² Several studies utilize both SFA and DEA; for example, see Bryce et al . (2000), Giuffrida and Gravelle (2001), Jacobs (2001) and Rosenman and Friesner (2004).

³ Generally these inputs are capital goods. However, in certain instances  – for example, if the firm has a binding contract with a labour union  – other inputs such as labour may also exhibit seasonal under-utilization.

⁴ The Friedman and Pauly study (1981) is over two decades old, and the Jack and Powers (2004) analysis is a single case study.

⁵ Expanding this argument to include multiple inputs, outputs or seasons should not significantly impact our analysis, as doing so merely adds extra dimensions to Figs 1–3.

⁶ By definition, cost efficiency is the product of allocative and technical efficiencies. Thus, if a firm is cost efficient it is also allocatively and technically efficient.

⁷ By definition, all distance functions are bounded between zero and one, with one representing a completely efficient firm and zero representing a completely inefficient firm. Thus, for example, if the ratio 0F/0A is 0.8, then we say that the firm in question is 80% technically efficient.

⁸ The same interpretation discussed in footnote 5 also applies here.

⁹ Measuring technical efficiency in this case depends on the returns to scale. Point A is efficient regardless of whether one assumes VRS or CRS. Point B leads to inefficiency regardless of the frontier chosen. Under CRS, inefficiency is given by the ratio B ₀ B _crs/B ₀ B, while under VRS, inefficiency is given by B ₀ B _vrs/B ₀ B.
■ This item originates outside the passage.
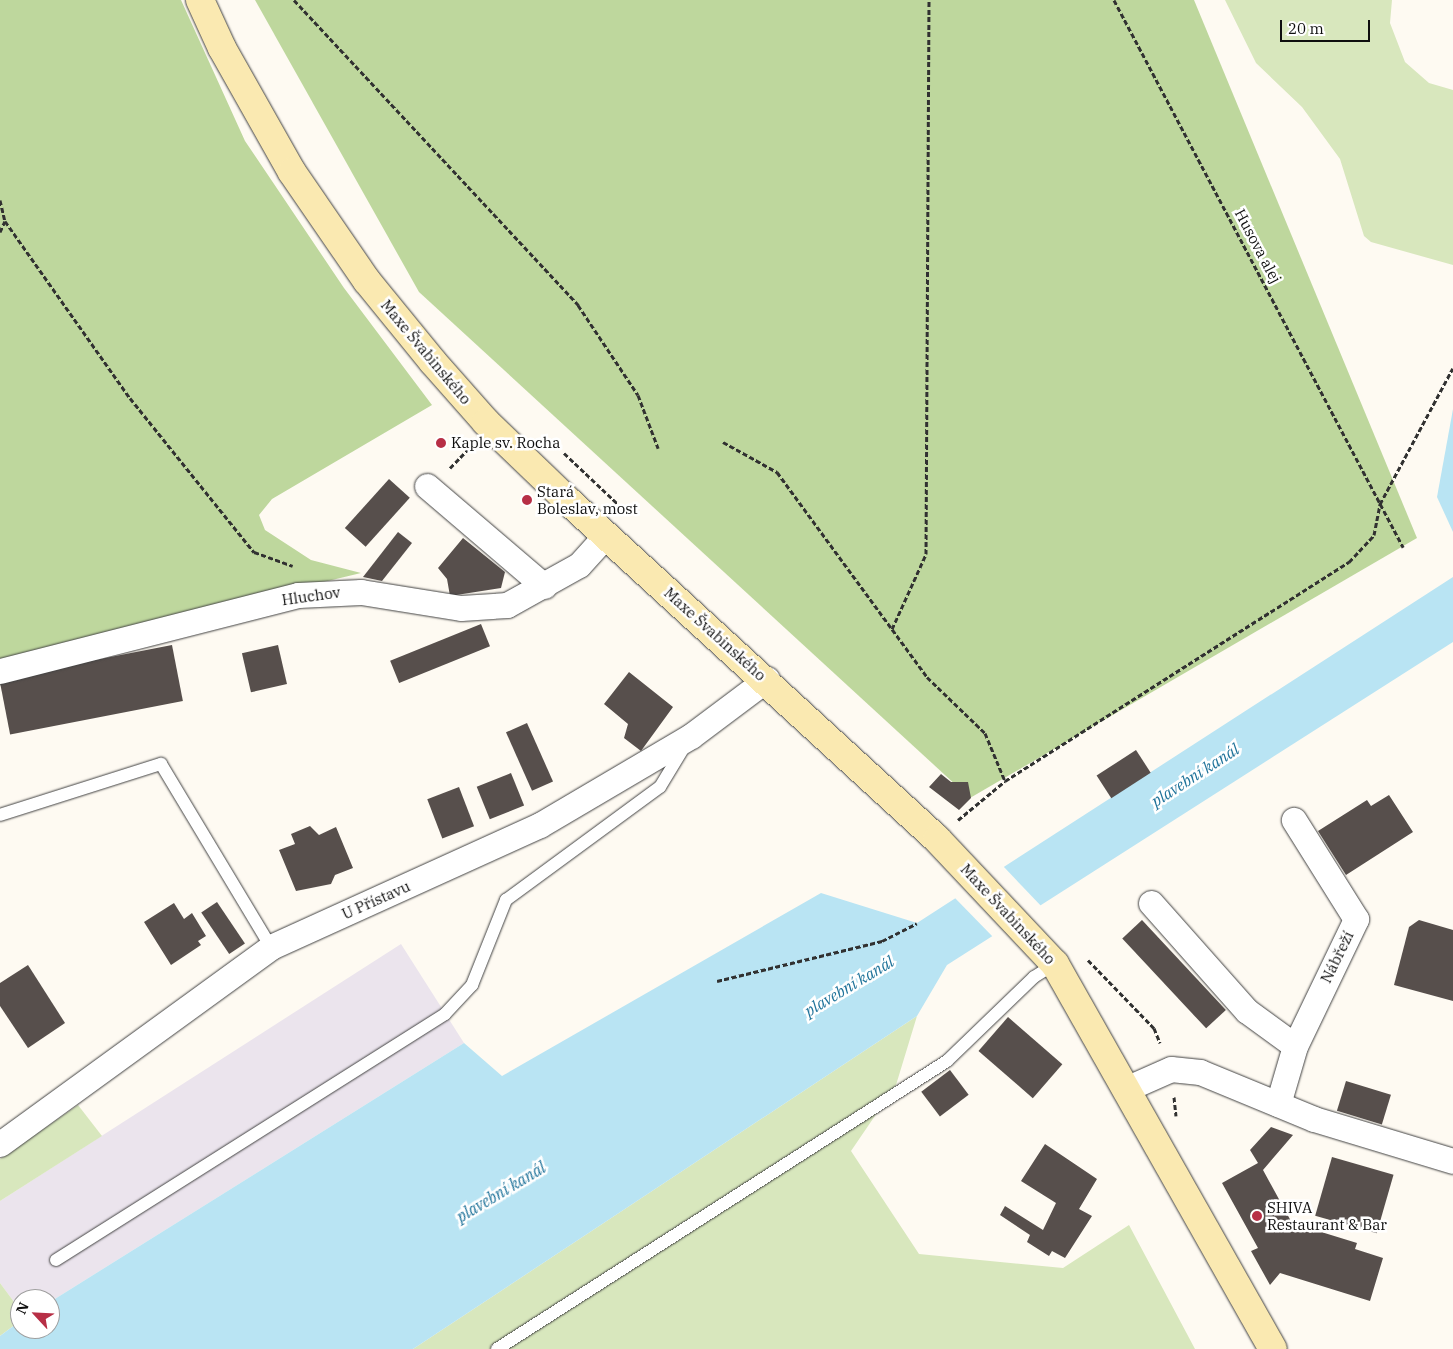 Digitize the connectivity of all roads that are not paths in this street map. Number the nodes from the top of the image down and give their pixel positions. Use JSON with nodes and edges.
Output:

¹⁰ Given that one can reject, but never accept a null hypothesis, this specification also allows us to make a stronger conclusion about whether hospitals are seasonally inefficient.

¹¹ An additional argument for allowing all inputs to be discretionary is that we have no a priori reason to believe that one type of input (for example, capital) is more likely to lead to seasonal inefficiency. This is especially true given the fact that the data used in this study are quarterly in nature. Had we used data of shorter frequency (for example, monthly data) this assumption would be less likely to hold. At the same time, this also implies that one is more likely to find evidence of seasonal inefficiency as the frequency of the data is shorter. We leave this possibility as a suggestion for future research.
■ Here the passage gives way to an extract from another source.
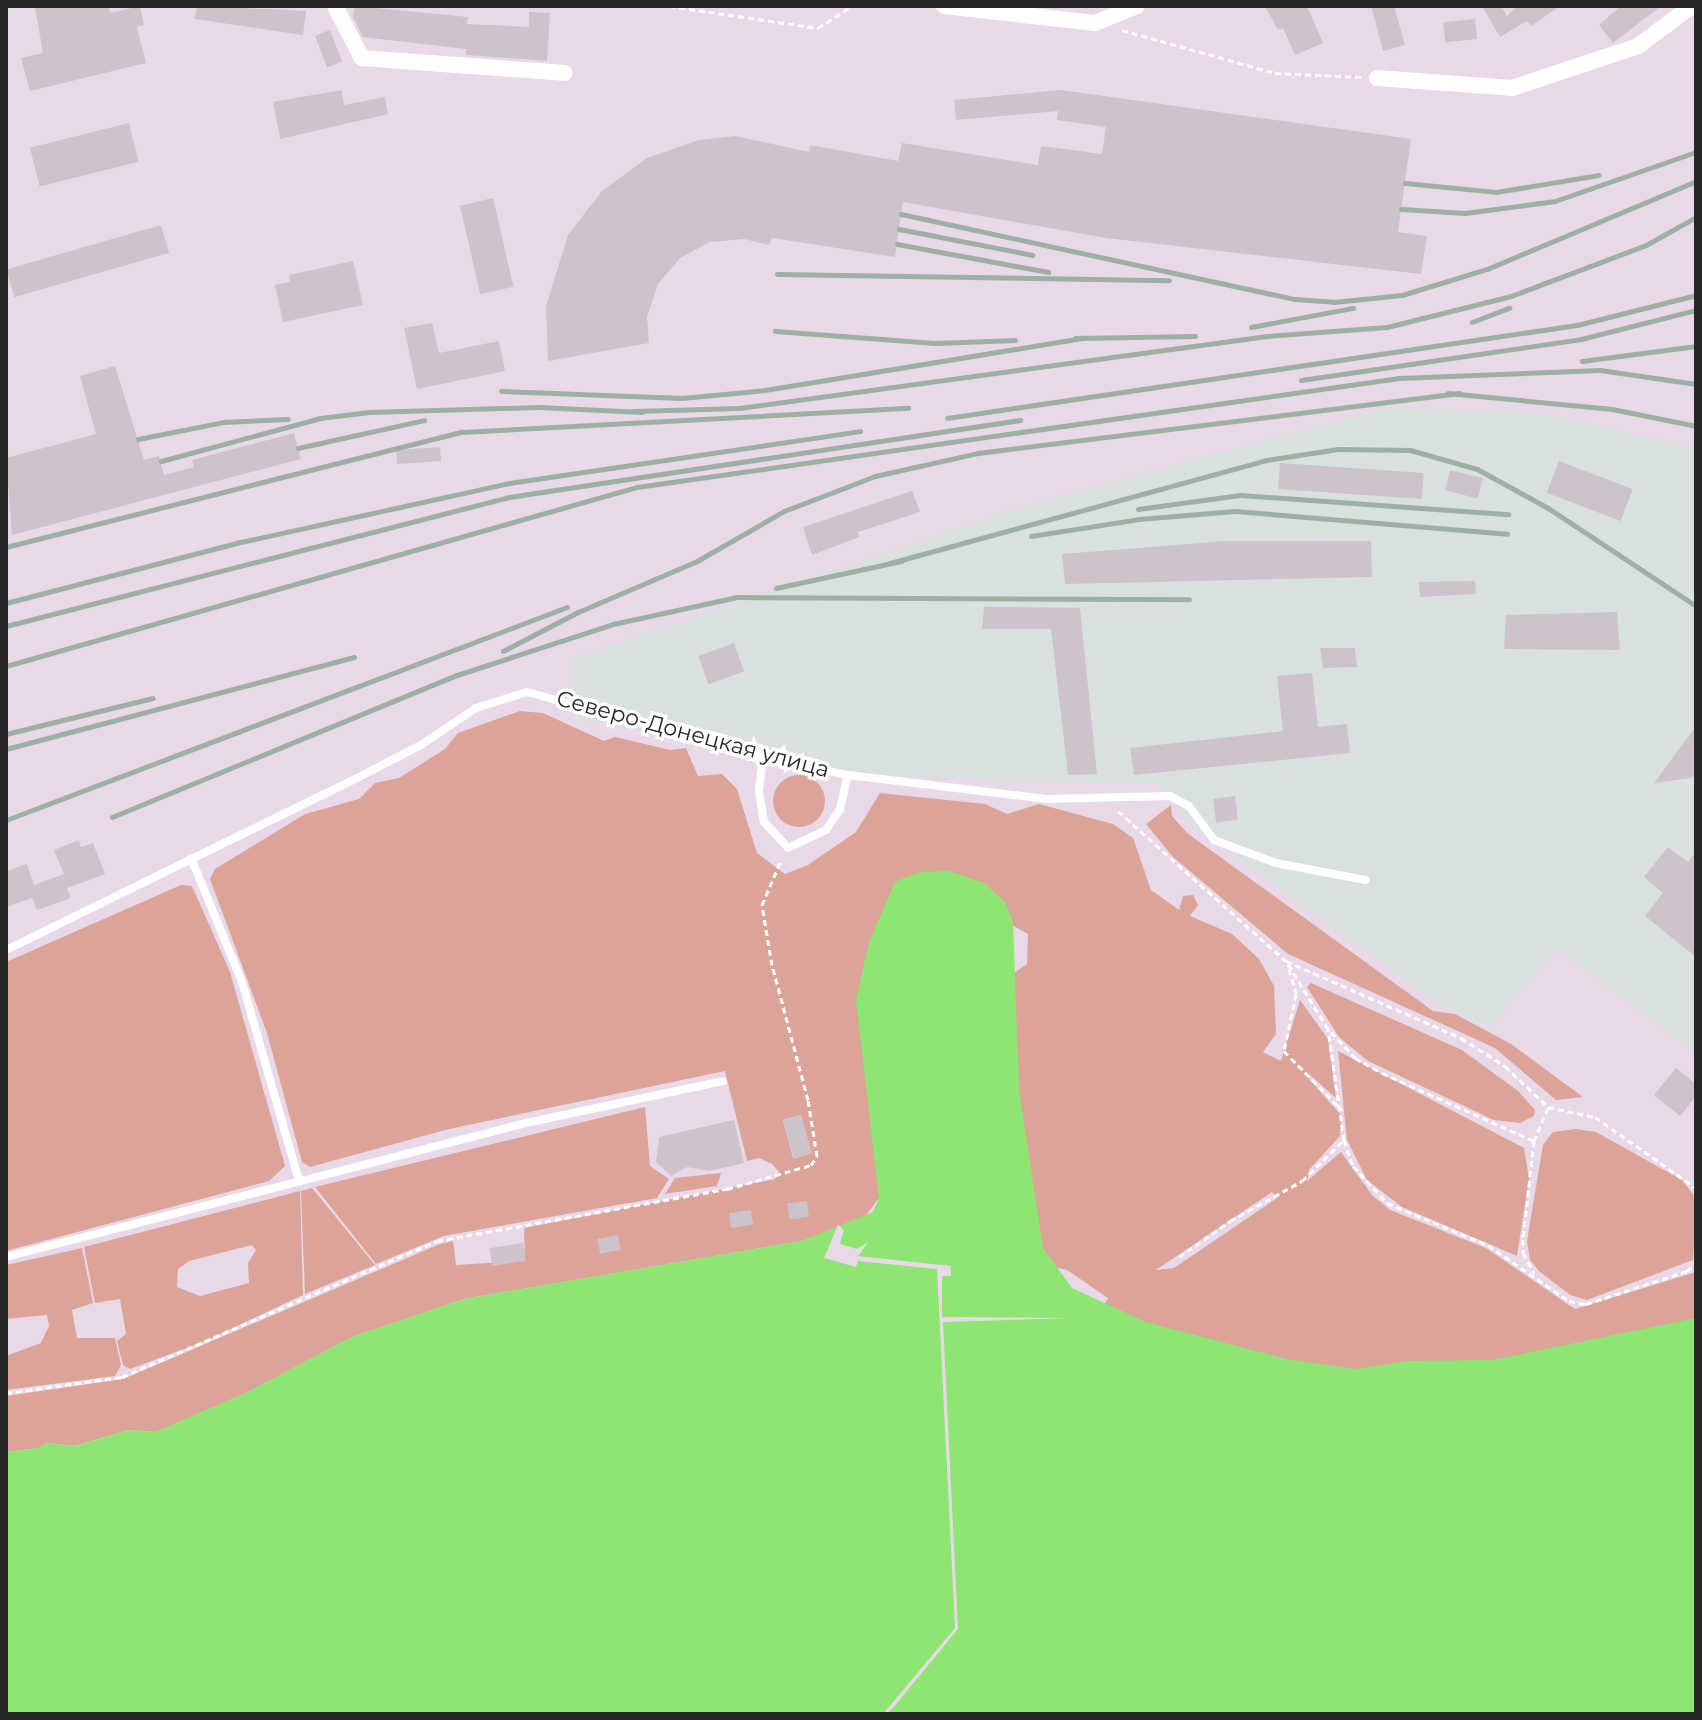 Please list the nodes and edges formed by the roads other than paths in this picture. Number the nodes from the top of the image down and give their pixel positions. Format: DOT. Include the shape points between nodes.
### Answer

¹² This program was written by Tim Coelli and is available from the Center for Efficiency and Productivity Analysis at the University of Queensland in Australia. The program can be downloaded at http://www.uq.edu.au/economics/cepa/index.htm

¹³ A common approach in the literature is to use Tobit regressions to see how different hospital characteristics affect efficiency. However, recent work by Simar and Wilson (2000, 2003) among others has demonstrated that such estimates (whether estimated with a Tobit model or other maximum likelihood approaches) are biased and very likely inconsistent. Thus, we avoid regression techniques in favour of an analysis of variance approach.

¹⁴ We required hospitals to have at least 25 inpatient days for each patient group, and at least 25 total outpatient visits. As a check, we implemented several variations on these minimum criteria (from as low as 10 to approximately 50) and found very few changes in the resulting data set.

¹⁵ Unfortunately, while we have quarterly data on all other outputs, our casemix data is measured annually. However, since annual casemix data will likely bias the results against a finding of seasonal inefficiency (and since our approach is to use an input oriented technique, which adjusts inputs holding outputs constant), this should not affect the reliability of our results, particularly if evidence of seasonal inefficiency is found.

¹⁶ All input prices vary by quarter, as does the number of paid hours. Not surprisingly, the number of licensed beds and hospital square footage exhibit no quarterly variation.

¹⁷ Tests were conducted using both parametric (one-way ANOVA) and nonparametric tests (Kruskal–Wallis test) for the mean. The sign test was also used to test these same hypotheses at the median. Among all of these tests, the lowest probability value obtained was 0.239, with most probability values ranging between 0.5 and 0.9. Further details of these tests are available from the authors upon request.

¹⁸ Full results are available from the corresponding author.

¹⁹ Full results are available for the corresponding author.